■ Prompt: Lines where the string "translate" appears are to be copied from the entries below.

■ Material for this task:
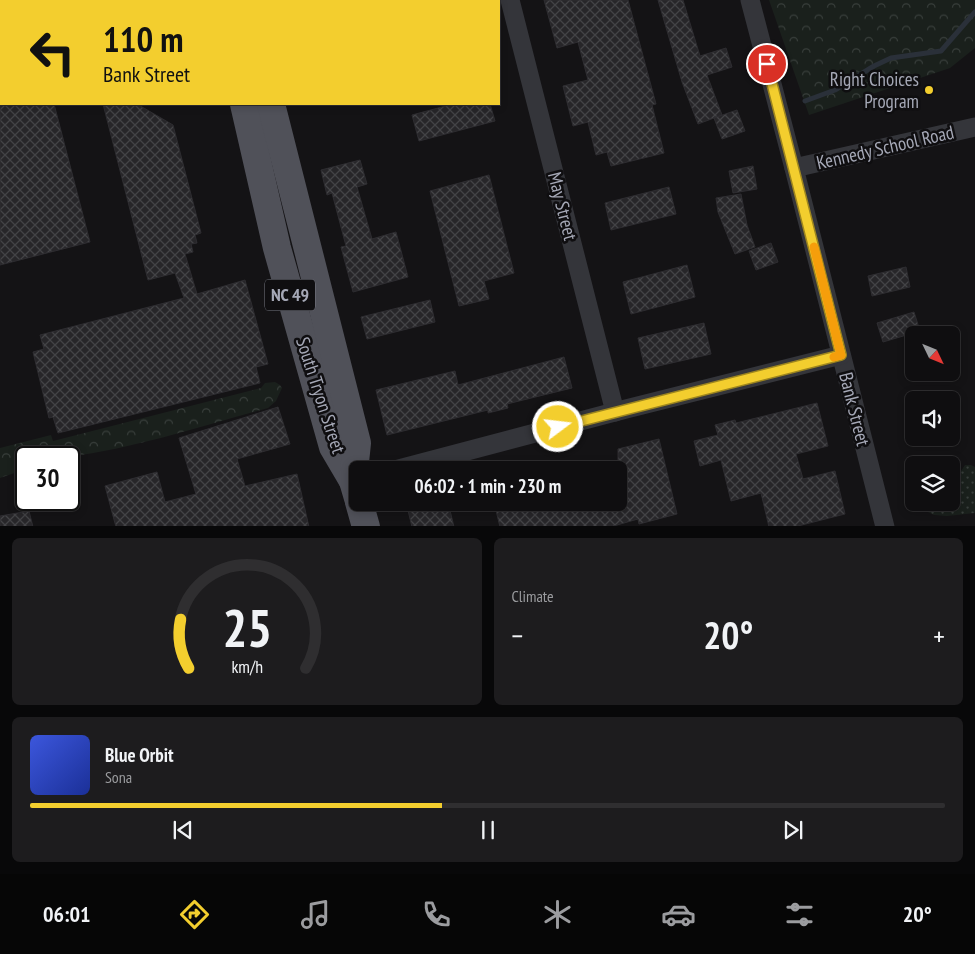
<!DOCTYPE html>
<meta charset="utf-8">
<style>
body{margin:0;font-family:"PT Sans Narrow",sans-serif;background:#1d1c1e;color:#f1f3f6;height:100vh;display:flex;flex-direction:column;font-size:19px;white-space:nowrap}
*{box-sizing:border-box;margin:0}
p{font-size:16px;color:#9b9c9f}
.icon{flex:none;width:28px;height:28px;fill:none;stroke:currentColor;stroke-width:2;stroke-linecap:round;stroke-linejoin:round}
.map{position:relative;height:526px;overflow:hidden}
.drawer{display:flex;flex-direction:column;gap:12px;padding:12px;background:#080809;flex:1}
.drawer>*{flex:none}
.banner{position:absolute;left:0px;top:0px;width:500px;height:105px;box-shadow:0 2px 8px #0003,0 0 0 1px #2f2e30;background:#f3ce2e;color:#111;overflow:hidden}
.needle{width:32px;rotate:133deg}
.tools{position:absolute;left:905px;top:326px;display:grid;gap:10px}
.tools a{display:grid;place-items:center;width:55px;height:55px;border-radius:8px;background:#0f0e10;box-shadow:0 2px 8px #0003,0 0 0 1px #2f2e30;font-size:25px}
.speed{position:absolute;left:15px;top:446px;display:flex;gap:10px;font-size:25px;font-weight:700;text-align:center}
.speed>*{display:grid;place-content:center;width:65px;height:65px;border-radius:50%;background:#0f0e10;box-shadow:0 2px 8px #0003,0 0 0 1px #2f2e30;line-height:1}
.speed .limit{border:2px solid #111;border-radius:8px;background:#fff;color:#111}
.pin{position:absolute;display:grid;place-items:center;width:42px;height:42px;color:#fff;margin:-21px;border:2px solid #fff;border-radius:50%;box-shadow:0 1px 5px #0007}
.me{position:absolute;width:55px;margin:-28px;rotate:75deg;stroke-linejoin:round;filter:drop-shadow(0 0 4px #0008)}
.turn{display:flex;align-items:center;gap:18px;height:105px;padding:0 20px;font-size:22px}
.turn .icon{width:65px;height:65px;stroke-width:2.5}
.turn b{display:block;font-size:35px;line-height:42px}
.big{font-size:38px;font-weight:600;line-height:1.1}
.drawer .card{flex:1;display:flex;flex-direction:column;justify-content:center;gap:8px;min-width:0;padding:0 18px;border-radius:8px;background:#1d1c1e}
.drawer .dial{align-items:center;gap:0}
.dial svg{height:130px;overflow:visible;fill:none;stroke:#2f2e30;stroke-width:7;stroke-linecap:round;text-anchor:middle}
.dial text{fill:#f1f3f6;stroke:none}
.song{display:flex;align-items:center;gap:15px}
.cover{width:60px;height:60px;border-radius:8px;background:linear-gradient(135deg,hsl(230 70% 55%),hsl(230 70% 35%))}
.played{height:5px;border-radius:2px;background:linear-gradient(90deg,#f3ce2e 45%,#2f2e30 45%)}
.keys{display:flex;justify-content:space-around;direction:ltr}
.heat{display:flex;justify-content:space-between;align-items:center;font-size:28px;direction:ltr}
.drawer .tiles{flex:1;display:grid;gap:12px;grid-template-columns:1fr 1fr}
.card:last-child{grid-column:span 2}
.trip{position:absolute;left:349px;top:461px;width:278px;height:50px;border-radius:8px;background:#0f0e10;box-shadow:0 2px 8px #0003,0 0 0 1px #2f2e30;font-weight:600;line-height:50px;text-align:center}
.menu{display:flex;height:80px;justify-content:space-around;align-items:center;background:#060606;color:#9b9c9f}
.menu .icon{width:35px;height:35px}
.menu .active{color:#f3ce2e}
.menu b{font-size:22px;color:#f1f3f6}
.map>svg:first-child{display:block}
.forest{fill:url(#forest-crowns)}
.park{fill:url(#park-dots)}
.lines{fill:none;stroke-linecap:round;stroke-linejoin:round}
.stream{stroke:#2a3039;stroke-width:5}
.building{fill:url(#building-cross-hatch);stroke:#2e2d31}
.street{stroke:#34353a;stroke-width:19}
.primary{stroke:#505159;stroke-width:28}
.route-casing{stroke:#9e861e;stroke-width:12}
.route{stroke:#f3ce2e;stroke-width:9}
.slow{stroke:#f59e0b;stroke-width:9}
.poi-dot{fill:#f3ce2e;stroke:#0f0e10;stroke-width:2}
.labels{text-anchor:middle;stroke-width:5;stroke-linejoin:round;paint-order:stroke}
.shield{fill:#0f0e10;stroke:#787a84;stroke-width:1}
.shield-label{font-size:18px;font-weight:bold;fill:#a5a8b6}
.poi-label{font-size:19px;fill:#a5a8b6;stroke:#0f0e10;text-anchor:end}
.street-label{font-size:19px;fill:#a5a8b6;stroke:#0f0e10}
</style>
<div class="map">
<svg width="975" height="527" viewBox="0 0 975 527">
<defs>
<pattern id="forest-crowns" width="20" height="18" patternUnits="userSpaceOnUse" patternTransform="scale(1.25)"><rect width="20" height="18" fill="#1a201c"/><path d="M2 6a3 3 0 1 1 6 0M12 15a3 3 0 1 1 6 0" fill="none" stroke="#383e3b"/></pattern>
<pattern id="park-dots" width="8" height="8" patternUnits="userSpaceOnUse" patternTransform="scale(1.25)"><rect width="8" height="8" fill="#1a201c"/><path d="M2 2h.1M6 6h.1" fill="none" stroke="#383e3b" stroke-width="1.8" stroke-linecap="round"/></pattern>
<pattern id="building-cross-hatch" width="8" height="8" patternUnits="userSpaceOnUse" patternTransform="scale(1.25)"><rect width="8" height="8" fill="#272629"/><path d="M0 0l8 8M0 8l8-8" fill="none" stroke="#434346"/></pattern>
</defs>
<rect width="100%" height="100%" fill="#141315"/>
<g class="forest">
<path d="M769,0H975V48L950,68L809,115Z"/>
<path d="M275,382L280,385L282,388L276,401L268,408C202,426 136,448 68,457C55,459 40,458 26,458V469L0,478V448L51,435L53,441L261,388L265,383Z"/>
</g>
<path class="park" d="M965,465H971L975,467V513L947,516L934,515L922,509L920,503L951,502V477L959,474Z"/>
<g class="lines">
<path class="stream" d="M805,101L835,90L874,66L891,58L941,51L975,12"/>
</g>
<g class="building">
<path d="M544,0H628L656,104L652,105L664,153L611,166L607,152L596,155L588,122L573,126L563,86L588,80L578,42L557,48Z"/>
<path d="M658,0H683L700,56L726,48L732,67L707,75L722,115L698,124L682,82Z"/>
<path d="M0,104H54L90,242L0,265Z"/>
<path d="M103,104H137L173,125L201,233L195,235L197,243L191,244L193,252L185,254L197,294L245,280L268,364L256,367L260,383L58,433L53,417L49,418L33,352L44,349L40,335L184,298L175,273L148,280Z"/>
<path d="M453,104H490L495,121L419,141L412,115Z"/>
<path d="M737,110L745,131L722,139L714,118Z"/>
<path d="M360,160L367,184L357,187L372,239L396,232L408,277L353,292L341,247L346,246L332,193L327,195L321,170Z"/>
<path d="M753,166L757,189L733,193L729,171Z"/>
<path d="M489,175L514,273L484,281L489,299L459,306L430,191Z"/>
<path d="M669,187L676,214L611,230L605,203Z"/>
<path d="M741,194L747,225L755,247L735,254L718,212L716,198Z"/>
<path d="M771,243L778,262L756,270L749,251Z"/>
<path d="M687,265L695,297L631,314L623,282Z"/>
<path d="M906,267L910,287L872,296L868,276Z"/>
<path d="M430,300L435,322L367,339L361,317Z"/>
<path d="M914,312L920,331L883,342L877,323Z"/>
<path d="M704,323L711,354L645,369L638,338Z"/>
<path d="M564,357L572,388L507,404L508,408L488,413V410L387,435L376,390L455,371L458,385Z"/>
<path d="M817,403L828,446L796,454L803,479L835,471L845,514L794,527H769L761,493L731,501L721,460L700,466L694,441L718,435L715,425L735,420L736,423Z"/>
<path d="M278,407L290,444L237,459L245,486L297,474L309,527H116L105,486L157,472L165,502L196,494L179,438Z"/>
<path d="M659,439L677,514L639,524L638,519L610,527H500L494,502H618V449Z"/>
<path d="M406,502H448L454,527H412Z"/>
<path d="M29,511L33,527H0V516Z"/>
</g>
<g class="lines">
<g class="street">
<path d="M510,0L615,412"/>
<path d="M750,0L794,168L885,527"/>
<path d="M427,1L432,0"/>
<path d="M794,168L975,127"/>
<path d="M395,470L626,409L841,355"/>
</g>
<g class="primary">
<path d="M219,0V1"/>
<path d="M244,0V1"/>
<path d="M244,104L277,248L333,447L353,481L358,498"/>
<path d="M271,104L357,443L353,481"/>
<path d="M359,502L366,527"/>
</g>
</g>
<g class="lines">
<g class="route-casing">
<path id="route" d="M558,427L841,355L767,64"/>
</g>
<use href="#route" class="route"/>
<path class="slow" d="M814,247L841,355L834,357"/>
</g>
<circle class="poi-dot" cx="929" cy="90" r="5"/>
<g class="labels">
<rect class="shield" x="265" y="279.5" width="50" height="31" rx="4"/>
<g class="shield-label">
<text x="290" y="301">NC 49</text>
</g>
<g class="poi-label">
<text x="919" y="86">Right Choices<tspan x="919" dy="22">Program</tspan></text>
</g>
<g class="street-label">
<text transform="translate(885 147) rotate(-13)" y="7">Kennedy School Road</text>
<text transform="translate(563 206) rotate(76)" y="7">May Street</text>
<text transform="translate(321 395) rotate(72)" y="7">South Tryon Street</text>
<text transform="translate(855 409) rotate(76)" y="7">Bank Street</text>
</g>
</g>
</svg>
<div class="tools">
<a><svg class="needle" viewBox="-14 -14 28 28"><path d="M0-13l5 13h-10z" fill="#e53935"/><path d="M0 13l5-13h-10z" fill="#9b9c9f"/></svg></a>
<a><svg class="icon" aria-label="sound" viewBox="0 0 24 24"><path d="M4 9h4l5-4v14l-5-4H4zM17 9q2 3 0 6"/></svg></a>
<a><svg class="icon" aria-label="layers" viewBox="0 0 24 24"><path d="M12 4l9 5-9 5-9-5zM3 14l9 5 9-5"/></svg></a>
</div>
<div class="speed"><div class="limit">30</div></div>
<div class="pin" style="left:767px;top:64px;background:#d93025"><svg class="icon" aria-label="arrive" viewBox="0 0 24 24"><path d="M6 21V4h12l-3 4 3 4H6"/></svg></div>
<svg class="me" style="left:558px;top:427px" viewBox="-20 -20 40 40"><circle r="17" fill="#f3ce2e" stroke="#fff" stroke-width="3"/><path d="M0-11L8 9 0 5-8 9z" fill="#fff"/></svg>
<div class="trip">06:02 · 1 min · 230 m</div>
<div class="banner">
<div class="turn"><svg class="icon" aria-label="left" viewBox="0 0 24 24"><path d="M17 20v-9H6M10 6l-5 5 5 5"/></svg><div><b>110 m</b>Bank Street</div></div>
</div>
</div>
<section class="drawer">
<div class="tiles">
<div class="card dial"><svg viewBox="0 0 100 80">
<path d="M14 69A42 42 0 1 1 86 69"/>
<path d="M14 69A42 42 0 0 1 9 39" stroke="#f3ce2e"/>
<text x="50" y="56" font-size="32" font-weight="700">25</text>
<text x="50" y="72" font-size="11">km/h</text>
</svg></div>
<div class="card"><p>Climate</p>
<div class="heat"><a>−</a><b class="big">20°</b><a>+</a></div>
</div>
<div class="card">
<div class="song"><i class="cover"></i><div><b>Blue Orbit</b><p>Sona</p></div></div>
<div class="played"></div>
<div class="keys"><svg class="icon" aria-label="previous" viewBox="0 0 24 24"><path d="M18 5L8 12l10 7zM5 5v14"/></svg><svg class="icon" aria-label="pause" viewBox="0 0 24 24"><path d="M8 5v14M16 5v14"/></svg><svg class="icon" aria-label="next" viewBox="0 0 24 24"><path d="M6 5l10 7-10 7zM19 5v14"/></svg></div>
</div>
</div>
</section>
<nav class="menu">
<b>06:01</b>
<svg class="icon active" aria-label="directions" viewBox="0 0 24 24"><path d="M12 3l9 9-9 9-9-9zM9 14v-3h6M13 9l2 2-2 2"/></svg>
<svg class="icon" aria-label="music" viewBox="0 0 24 24"><path d="M9 18V5l10-2v13"/><circle cx="6" cy="18" r="3"/><circle cx="16" cy="16" r="3"/></svg>
<svg class="icon" aria-label="phone" viewBox="0 0 24 24"><path d="M5 4h4l2 5-3 2q2 4 5 5l2-3 5 2v4C11 20 4 13 5 4z"/></svg>
<svg class="icon" aria-label="climate" viewBox="0 0 24 24"><path d="M12 3v18M4 7l16 10M4 17L20 7"/></svg>
<svg class="icon" aria-label="car" viewBox="0 0 24 24"><path d="M5 17H2v-5l4-1 3-4h7l3 4 3 1v5h-3M9 17h6M6 11h13"/><circle cx="7" cy="17" r="2"/><circle cx="17" cy="17" r="2"/></svg>
<svg class="icon" aria-label="filters" viewBox="0 0 24 24"><path d="M4 7h16M4 17h16"/><circle cx="9" cy="7" r="2"/><circle cx="15" cy="17" r="2"/></svg>
<b>20°</b>
</nav>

■ Task result:
<text transform="translate(885 147) rotate(-13)" y="7">Kennedy School Road</text>
<text transform="translate(563 206) rotate(76)" y="7">May Street</text>
<text transform="translate(321 395) rotate(72)" y="7">South Tryon Street</text>
<text transform="translate(855 409) rotate(76)" y="7">Bank Street</text>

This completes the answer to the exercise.